Task description:
Set the listing down once more, exactly as given.

◆ ◆ ◆ ◆

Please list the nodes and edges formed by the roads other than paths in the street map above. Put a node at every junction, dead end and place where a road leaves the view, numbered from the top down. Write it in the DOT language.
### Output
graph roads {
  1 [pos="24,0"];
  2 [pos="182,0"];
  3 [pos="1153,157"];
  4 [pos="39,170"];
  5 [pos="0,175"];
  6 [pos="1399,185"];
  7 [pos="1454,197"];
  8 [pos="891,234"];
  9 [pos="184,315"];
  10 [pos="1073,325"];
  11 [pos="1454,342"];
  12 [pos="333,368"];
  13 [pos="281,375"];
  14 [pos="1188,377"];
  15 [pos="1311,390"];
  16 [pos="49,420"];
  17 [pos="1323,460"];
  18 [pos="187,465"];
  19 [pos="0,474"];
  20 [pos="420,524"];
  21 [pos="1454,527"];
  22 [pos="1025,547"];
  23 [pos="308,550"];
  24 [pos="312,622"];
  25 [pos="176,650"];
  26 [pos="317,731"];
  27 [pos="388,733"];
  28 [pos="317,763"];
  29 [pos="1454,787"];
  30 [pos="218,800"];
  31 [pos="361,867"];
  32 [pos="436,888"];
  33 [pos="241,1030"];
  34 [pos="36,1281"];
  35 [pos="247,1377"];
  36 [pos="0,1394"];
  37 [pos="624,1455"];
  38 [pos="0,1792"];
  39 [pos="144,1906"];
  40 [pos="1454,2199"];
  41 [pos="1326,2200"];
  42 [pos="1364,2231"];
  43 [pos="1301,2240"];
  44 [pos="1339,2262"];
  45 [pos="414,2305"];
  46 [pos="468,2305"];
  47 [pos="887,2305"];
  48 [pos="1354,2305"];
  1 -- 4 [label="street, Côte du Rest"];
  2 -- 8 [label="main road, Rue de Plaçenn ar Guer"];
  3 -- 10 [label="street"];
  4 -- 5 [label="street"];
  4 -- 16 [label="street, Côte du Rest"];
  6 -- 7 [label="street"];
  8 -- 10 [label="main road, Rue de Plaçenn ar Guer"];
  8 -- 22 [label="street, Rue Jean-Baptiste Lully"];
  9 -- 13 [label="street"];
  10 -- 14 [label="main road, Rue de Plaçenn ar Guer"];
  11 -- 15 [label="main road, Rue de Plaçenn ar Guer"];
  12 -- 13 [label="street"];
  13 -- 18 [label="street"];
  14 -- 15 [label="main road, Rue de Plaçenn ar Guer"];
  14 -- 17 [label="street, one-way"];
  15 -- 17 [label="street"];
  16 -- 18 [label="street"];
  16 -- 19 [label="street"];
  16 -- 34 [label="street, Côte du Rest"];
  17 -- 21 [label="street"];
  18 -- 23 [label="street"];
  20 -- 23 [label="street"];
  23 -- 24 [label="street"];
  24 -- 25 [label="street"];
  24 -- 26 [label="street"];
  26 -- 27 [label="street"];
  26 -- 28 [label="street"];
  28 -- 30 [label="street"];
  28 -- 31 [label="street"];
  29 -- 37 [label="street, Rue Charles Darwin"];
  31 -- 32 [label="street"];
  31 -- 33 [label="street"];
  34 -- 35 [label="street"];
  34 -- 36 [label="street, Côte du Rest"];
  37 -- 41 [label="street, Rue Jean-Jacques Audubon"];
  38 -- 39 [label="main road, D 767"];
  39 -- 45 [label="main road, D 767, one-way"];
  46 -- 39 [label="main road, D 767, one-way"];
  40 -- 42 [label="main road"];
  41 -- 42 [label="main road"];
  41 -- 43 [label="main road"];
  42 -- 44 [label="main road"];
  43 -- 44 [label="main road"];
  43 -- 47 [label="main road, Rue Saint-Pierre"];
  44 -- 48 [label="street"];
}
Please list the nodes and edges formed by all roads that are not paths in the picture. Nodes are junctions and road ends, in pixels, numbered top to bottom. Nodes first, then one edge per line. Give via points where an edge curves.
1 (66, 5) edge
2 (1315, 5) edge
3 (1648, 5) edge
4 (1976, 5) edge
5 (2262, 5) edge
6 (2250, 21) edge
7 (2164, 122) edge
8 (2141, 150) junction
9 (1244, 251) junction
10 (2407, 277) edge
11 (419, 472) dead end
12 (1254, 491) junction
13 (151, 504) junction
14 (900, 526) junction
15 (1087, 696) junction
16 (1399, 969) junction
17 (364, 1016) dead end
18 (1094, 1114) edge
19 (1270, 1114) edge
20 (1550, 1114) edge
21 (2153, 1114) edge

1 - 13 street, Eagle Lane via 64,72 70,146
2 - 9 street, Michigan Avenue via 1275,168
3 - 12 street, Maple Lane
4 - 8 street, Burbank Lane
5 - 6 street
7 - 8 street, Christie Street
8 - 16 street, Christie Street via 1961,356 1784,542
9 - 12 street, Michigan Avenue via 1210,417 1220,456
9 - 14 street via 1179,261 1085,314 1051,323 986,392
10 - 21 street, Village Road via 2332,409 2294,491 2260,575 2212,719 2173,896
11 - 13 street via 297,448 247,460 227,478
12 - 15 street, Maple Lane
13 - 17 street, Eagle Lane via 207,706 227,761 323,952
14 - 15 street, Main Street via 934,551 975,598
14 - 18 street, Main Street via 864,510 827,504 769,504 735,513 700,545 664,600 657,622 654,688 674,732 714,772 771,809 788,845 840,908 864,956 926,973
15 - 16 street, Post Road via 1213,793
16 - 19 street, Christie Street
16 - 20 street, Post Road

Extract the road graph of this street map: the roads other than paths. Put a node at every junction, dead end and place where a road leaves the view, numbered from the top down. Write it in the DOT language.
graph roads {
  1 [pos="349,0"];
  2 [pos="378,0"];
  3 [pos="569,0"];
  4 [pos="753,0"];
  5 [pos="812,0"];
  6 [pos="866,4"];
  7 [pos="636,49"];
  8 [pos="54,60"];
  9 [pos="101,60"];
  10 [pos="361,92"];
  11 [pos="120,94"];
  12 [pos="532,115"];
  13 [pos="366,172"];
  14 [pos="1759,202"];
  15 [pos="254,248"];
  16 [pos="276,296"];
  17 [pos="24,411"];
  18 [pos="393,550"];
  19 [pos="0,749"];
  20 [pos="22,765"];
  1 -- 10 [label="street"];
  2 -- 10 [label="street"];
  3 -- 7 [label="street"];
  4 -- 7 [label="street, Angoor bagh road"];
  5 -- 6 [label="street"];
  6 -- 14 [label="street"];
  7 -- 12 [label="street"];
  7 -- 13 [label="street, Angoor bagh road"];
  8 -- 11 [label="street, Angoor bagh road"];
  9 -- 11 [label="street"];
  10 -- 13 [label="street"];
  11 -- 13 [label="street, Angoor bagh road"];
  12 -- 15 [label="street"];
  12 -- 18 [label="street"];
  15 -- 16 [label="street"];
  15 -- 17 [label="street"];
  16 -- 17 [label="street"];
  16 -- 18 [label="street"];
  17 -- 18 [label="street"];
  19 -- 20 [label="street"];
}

◆ ◆ ◆ ◆

Answer area:
Please list the nodes and edges formed by the roads other than paths in the street map above. Put a node at every junction, dead end and place where a road leaves the view, numbered from the top down. Write it in the DOT language.
### Output
graph roads {
  1 [pos="24,0"];
  2 [pos="182,0"];
  3 [pos="1153,157"];
  4 [pos="39,170"];
  5 [pos="0,175"];
  6 [pos="1399,185"];
  7 [pos="1454,197"];
  8 [pos="891,234"];
  9 [pos="184,315"];
  10 [pos="1073,325"];
  11 [pos="1454,342"];
  12 [pos="333,368"];
  13 [pos="281,375"];
  14 [pos="1188,377"];
  15 [pos="1311,390"];
  16 [pos="49,420"];
  17 [pos="1323,460"];
  18 [pos="187,465"];
  19 [pos="0,474"];
  20 [pos="420,524"];
  21 [pos="1454,527"];
  22 [pos="1025,547"];
  23 [pos="308,550"];
  24 [pos="312,622"];
  25 [pos="176,650"];
  26 [pos="317,731"];
  27 [pos="388,733"];
  28 [pos="317,763"];
  29 [pos="1454,787"];
  30 [pos="218,800"];
  31 [pos="361,867"];
  32 [pos="436,888"];
  33 [pos="241,1030"];
  34 [pos="36,1281"];
  35 [pos="247,1377"];
  36 [pos="0,1394"];
  37 [pos="624,1455"];
  38 [pos="0,1792"];
  39 [pos="144,1906"];
  40 [pos="1454,2199"];
  41 [pos="1326,2200"];
  42 [pos="1364,2231"];
  43 [pos="1301,2240"];
  44 [pos="1339,2262"];
  45 [pos="414,2305"];
  46 [pos="468,2305"];
  47 [pos="887,2305"];
  48 [pos="1354,2305"];
  1 -- 4 [label="street, Côte du Rest"];
  2 -- 8 [label="main road, Rue de Plaçenn ar Guer"];
  3 -- 10 [label="street"];
  4 -- 5 [label="street"];
  4 -- 16 [label="street, Côte du Rest"];
  6 -- 7 [label="street"];
  8 -- 10 [label="main road, Rue de Plaçenn ar Guer"];
  8 -- 22 [label="street, Rue Jean-Baptiste Lully"];
  9 -- 13 [label="street"];
  10 -- 14 [label="main road, Rue de Plaçenn ar Guer"];
  11 -- 15 [label="main road, Rue de Plaçenn ar Guer"];
  12 -- 13 [label="street"];
  13 -- 18 [label="street"];
  14 -- 15 [label="main road, Rue de Plaçenn ar Guer"];
  14 -- 17 [label="street, one-way"];
  15 -- 17 [label="street"];
  16 -- 18 [label="street"];
  16 -- 19 [label="street"];
  16 -- 34 [label="street, Côte du Rest"];
  17 -- 21 [label="street"];
  18 -- 23 [label="street"];
  20 -- 23 [label="street"];
  23 -- 24 [label="street"];
  24 -- 25 [label="street"];
  24 -- 26 [label="street"];
  26 -- 27 [label="street"];
  26 -- 28 [label="street"];
  28 -- 30 [label="street"];
  28 -- 31 [label="street"];
  29 -- 37 [label="street, Rue Charles Darwin"];
  31 -- 32 [label="street"];
  31 -- 33 [label="street"];
  34 -- 35 [label="street"];
  34 -- 36 [label="street, Côte du Rest"];
  37 -- 41 [label="street, Rue Jean-Jacques Audubon"];
  38 -- 39 [label="main road, D 767"];
  39 -- 45 [label="main road, D 767, one-way"];
  46 -- 39 [label="main road, D 767, one-way"];
  40 -- 42 [label="main road"];
  41 -- 42 [label="main road"];
  41 -- 43 [label="main road"];
  42 -- 44 [label="main road"];
  43 -- 44 [label="main road"];
  43 -- 47 [label="main road, Rue Saint-Pierre"];
  44 -- 48 [label="street"];
}
Please list the nodes and edges formed by all roads that are not paths in the picture. Nodes are junctions and road ends, in pixels, numbered top to bottom. Nodes first, then one edge per line. Give via points where an edge curves.
1 (66, 5) edge
2 (1315, 5) edge
3 (1648, 5) edge
4 (1976, 5) edge
5 (2262, 5) edge
6 (2250, 21) edge
7 (2164, 122) edge
8 (2141, 150) junction
9 (1244, 251) junction
10 (2407, 277) edge
11 (419, 472) dead end
12 (1254, 491) junction
13 (151, 504) junction
14 (900, 526) junction
15 (1087, 696) junction
16 (1399, 969) junction
17 (364, 1016) dead end
18 (1094, 1114) edge
19 (1270, 1114) edge
20 (1550, 1114) edge
21 (2153, 1114) edge

1 - 13 street, Eagle Lane via 64,72 70,146
2 - 9 street, Michigan Avenue via 1275,168
3 - 12 street, Maple Lane
4 - 8 street, Burbank Lane
5 - 6 street
7 - 8 street, Christie Street
8 - 16 street, Christie Street via 1961,356 1784,542
9 - 12 street, Michigan Avenue via 1210,417 1220,456
9 - 14 street via 1179,261 1085,314 1051,323 986,392
10 - 21 street, Village Road via 2332,409 2294,491 2260,575 2212,719 2173,896
11 - 13 street via 297,448 247,460 227,478
12 - 15 street, Maple Lane
13 - 17 street, Eagle Lane via 207,706 227,761 323,952
14 - 15 street, Main Street via 934,551 975,598
14 - 18 street, Main Street via 864,510 827,504 769,504 735,513 700,545 664,600 657,622 654,688 674,732 714,772 771,809 788,845 840,908 864,956 926,973
15 - 16 street, Post Road via 1213,793
16 - 19 street, Christie Street
16 - 20 street, Post Road

Extract the road graph of this street map: the roads other than paths. Put a node at every junction, dead end and place where a road leaves the view, numbered from the top down. Write it in the DOT language.
graph roads {
  1 [pos="349,0"];
  2 [pos="378,0"];
  3 [pos="569,0"];
  4 [pos="753,0"];
  5 [pos="812,0"];
  6 [pos="866,4"];
  7 [pos="636,49"];
  8 [pos="54,60"];
  9 [pos="101,60"];
  10 [pos="361,92"];
  11 [pos="120,94"];
  12 [pos="532,115"];
  13 [pos="366,172"];
  14 [pos="1759,202"];
  15 [pos="254,248"];
  16 [pos="276,296"];
  17 [pos="24,411"];
  18 [pos="393,550"];
  19 [pos="0,749"];
  20 [pos="22,765"];
  1 -- 10 [label="street"];
  2 -- 10 [label="street"];
  3 -- 7 [label="street"];
  4 -- 7 [label="street, Angoor bagh road"];
  5 -- 6 [label="street"];
  6 -- 14 [label="street"];
  7 -- 12 [label="street"];
  7 -- 13 [label="street, Angoor bagh road"];
  8 -- 11 [label="street, Angoor bagh road"];
  9 -- 11 [label="street"];
  10 -- 13 [label="street"];
  11 -- 13 [label="street, Angoor bagh road"];
  12 -- 15 [label="street"];
  12 -- 18 [label="street"];
  15 -- 16 [label="street"];
  15 -- 17 [label="street"];
  16 -- 17 [label="street"];
  16 -- 18 [label="street"];
  17 -- 18 [label="street"];
  19 -- 20 [label="street"];
}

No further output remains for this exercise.